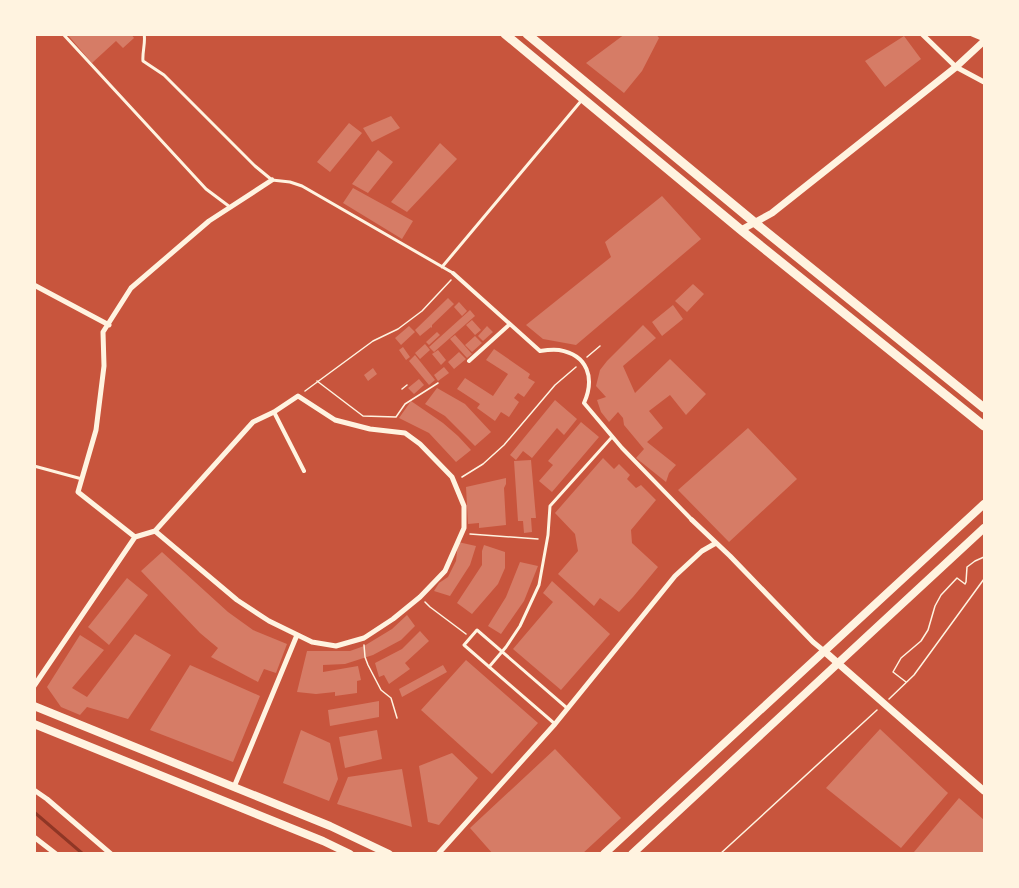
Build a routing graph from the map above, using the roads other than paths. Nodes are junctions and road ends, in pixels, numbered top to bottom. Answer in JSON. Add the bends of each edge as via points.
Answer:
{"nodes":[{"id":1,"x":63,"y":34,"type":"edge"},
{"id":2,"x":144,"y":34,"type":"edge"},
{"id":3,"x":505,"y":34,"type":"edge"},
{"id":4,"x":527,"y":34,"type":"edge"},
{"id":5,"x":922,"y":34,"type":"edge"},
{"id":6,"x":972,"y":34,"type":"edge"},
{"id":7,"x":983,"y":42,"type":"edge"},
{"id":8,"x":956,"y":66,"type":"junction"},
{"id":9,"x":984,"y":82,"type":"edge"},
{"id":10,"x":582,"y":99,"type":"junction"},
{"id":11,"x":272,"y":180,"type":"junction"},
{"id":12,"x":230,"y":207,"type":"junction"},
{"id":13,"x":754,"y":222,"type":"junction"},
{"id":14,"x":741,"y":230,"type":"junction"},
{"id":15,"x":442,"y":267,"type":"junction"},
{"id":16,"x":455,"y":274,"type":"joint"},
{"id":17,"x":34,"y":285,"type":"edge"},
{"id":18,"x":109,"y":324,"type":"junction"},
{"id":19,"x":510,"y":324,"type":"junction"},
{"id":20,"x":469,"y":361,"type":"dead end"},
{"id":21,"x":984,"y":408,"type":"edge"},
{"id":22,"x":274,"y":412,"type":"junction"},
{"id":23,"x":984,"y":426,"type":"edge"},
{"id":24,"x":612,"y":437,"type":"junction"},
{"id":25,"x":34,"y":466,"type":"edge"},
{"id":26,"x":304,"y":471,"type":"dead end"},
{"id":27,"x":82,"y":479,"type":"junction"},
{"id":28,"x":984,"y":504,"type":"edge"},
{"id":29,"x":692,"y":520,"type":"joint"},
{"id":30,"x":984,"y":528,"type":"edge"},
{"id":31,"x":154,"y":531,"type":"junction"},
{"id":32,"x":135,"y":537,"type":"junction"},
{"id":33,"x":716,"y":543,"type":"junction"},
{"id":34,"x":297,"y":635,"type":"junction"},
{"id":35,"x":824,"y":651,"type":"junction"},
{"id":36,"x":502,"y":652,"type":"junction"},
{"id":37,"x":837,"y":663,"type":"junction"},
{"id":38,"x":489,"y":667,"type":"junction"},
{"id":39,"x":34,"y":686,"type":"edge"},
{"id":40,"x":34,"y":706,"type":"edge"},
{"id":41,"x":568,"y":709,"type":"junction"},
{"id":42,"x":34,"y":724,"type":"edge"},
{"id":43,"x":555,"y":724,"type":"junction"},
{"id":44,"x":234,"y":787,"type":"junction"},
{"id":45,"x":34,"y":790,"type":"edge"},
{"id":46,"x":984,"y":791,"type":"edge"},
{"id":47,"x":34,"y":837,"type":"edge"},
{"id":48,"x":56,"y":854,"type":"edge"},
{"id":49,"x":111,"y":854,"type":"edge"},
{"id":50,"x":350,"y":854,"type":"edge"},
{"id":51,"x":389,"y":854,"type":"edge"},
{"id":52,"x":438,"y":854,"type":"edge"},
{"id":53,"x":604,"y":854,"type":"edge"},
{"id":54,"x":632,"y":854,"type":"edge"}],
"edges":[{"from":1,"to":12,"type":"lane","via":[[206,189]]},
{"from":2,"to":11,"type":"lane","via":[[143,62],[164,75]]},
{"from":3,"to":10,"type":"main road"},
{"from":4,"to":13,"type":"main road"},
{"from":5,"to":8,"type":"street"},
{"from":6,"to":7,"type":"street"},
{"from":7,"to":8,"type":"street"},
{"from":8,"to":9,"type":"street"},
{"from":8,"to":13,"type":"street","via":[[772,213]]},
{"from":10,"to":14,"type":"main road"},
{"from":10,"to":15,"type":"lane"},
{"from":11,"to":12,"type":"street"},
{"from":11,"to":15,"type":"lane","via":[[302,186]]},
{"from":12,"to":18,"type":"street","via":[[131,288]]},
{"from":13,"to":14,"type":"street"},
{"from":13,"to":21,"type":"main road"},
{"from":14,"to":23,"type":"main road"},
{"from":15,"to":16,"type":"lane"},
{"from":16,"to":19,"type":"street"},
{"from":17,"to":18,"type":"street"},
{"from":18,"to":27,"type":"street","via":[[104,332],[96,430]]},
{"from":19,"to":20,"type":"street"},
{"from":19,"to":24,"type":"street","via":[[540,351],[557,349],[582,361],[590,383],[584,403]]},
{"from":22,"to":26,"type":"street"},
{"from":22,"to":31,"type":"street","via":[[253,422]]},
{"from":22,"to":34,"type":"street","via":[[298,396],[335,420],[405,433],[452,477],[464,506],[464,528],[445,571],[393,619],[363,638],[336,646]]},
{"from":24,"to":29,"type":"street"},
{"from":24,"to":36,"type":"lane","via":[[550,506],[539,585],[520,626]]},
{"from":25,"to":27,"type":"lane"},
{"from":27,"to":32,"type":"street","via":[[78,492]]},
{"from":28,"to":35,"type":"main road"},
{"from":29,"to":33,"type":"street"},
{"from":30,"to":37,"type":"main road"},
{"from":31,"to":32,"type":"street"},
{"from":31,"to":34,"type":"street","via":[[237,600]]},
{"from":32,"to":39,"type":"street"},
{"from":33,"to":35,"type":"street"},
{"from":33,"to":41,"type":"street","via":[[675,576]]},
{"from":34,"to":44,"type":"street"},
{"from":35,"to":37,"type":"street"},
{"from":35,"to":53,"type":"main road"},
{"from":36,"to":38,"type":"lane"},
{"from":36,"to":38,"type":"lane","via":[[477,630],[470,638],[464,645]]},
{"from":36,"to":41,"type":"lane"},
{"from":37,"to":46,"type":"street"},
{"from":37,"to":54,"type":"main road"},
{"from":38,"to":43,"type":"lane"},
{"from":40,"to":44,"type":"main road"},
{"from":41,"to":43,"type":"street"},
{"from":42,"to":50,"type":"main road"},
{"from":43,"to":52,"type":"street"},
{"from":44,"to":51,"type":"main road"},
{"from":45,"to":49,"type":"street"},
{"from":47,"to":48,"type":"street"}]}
---
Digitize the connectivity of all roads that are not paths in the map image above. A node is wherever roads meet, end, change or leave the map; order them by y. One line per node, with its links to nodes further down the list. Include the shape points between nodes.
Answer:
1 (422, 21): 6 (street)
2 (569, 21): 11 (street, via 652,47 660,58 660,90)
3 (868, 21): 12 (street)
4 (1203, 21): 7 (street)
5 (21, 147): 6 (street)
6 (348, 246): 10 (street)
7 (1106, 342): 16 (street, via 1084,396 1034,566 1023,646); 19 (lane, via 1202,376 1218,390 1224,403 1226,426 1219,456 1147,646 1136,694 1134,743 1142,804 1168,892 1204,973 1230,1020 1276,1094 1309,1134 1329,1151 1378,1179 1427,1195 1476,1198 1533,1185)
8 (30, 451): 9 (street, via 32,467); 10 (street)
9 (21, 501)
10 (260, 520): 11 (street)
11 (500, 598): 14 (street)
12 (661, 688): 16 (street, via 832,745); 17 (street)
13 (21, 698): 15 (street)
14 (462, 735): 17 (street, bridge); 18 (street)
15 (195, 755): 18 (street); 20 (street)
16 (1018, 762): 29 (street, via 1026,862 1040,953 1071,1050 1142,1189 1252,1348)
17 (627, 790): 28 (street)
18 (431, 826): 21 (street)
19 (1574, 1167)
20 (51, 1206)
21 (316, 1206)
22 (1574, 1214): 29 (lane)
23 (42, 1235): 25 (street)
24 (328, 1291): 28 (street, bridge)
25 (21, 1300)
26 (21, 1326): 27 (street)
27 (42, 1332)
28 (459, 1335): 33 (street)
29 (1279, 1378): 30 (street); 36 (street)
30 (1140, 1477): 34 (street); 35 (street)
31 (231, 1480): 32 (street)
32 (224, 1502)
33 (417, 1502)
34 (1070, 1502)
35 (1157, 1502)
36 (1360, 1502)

◆ **Exercise goal**
Find all the lines containing "above" in the material, then copy them.

◆ **Answer space**
Build a routing graph from the map above, using the roads other than paths. Nodes are junctions and road ends, in pixels, numbered top to bottom. Answer in JSON. Add the bends of each edge as via points.
Digitize the connectivity of all roads that are not paths in the map image above. A node is wherever roads meet, end, change or leave the map; order them by y. One line per node, with its links to nodes further down the list. Include the shape points between nodes.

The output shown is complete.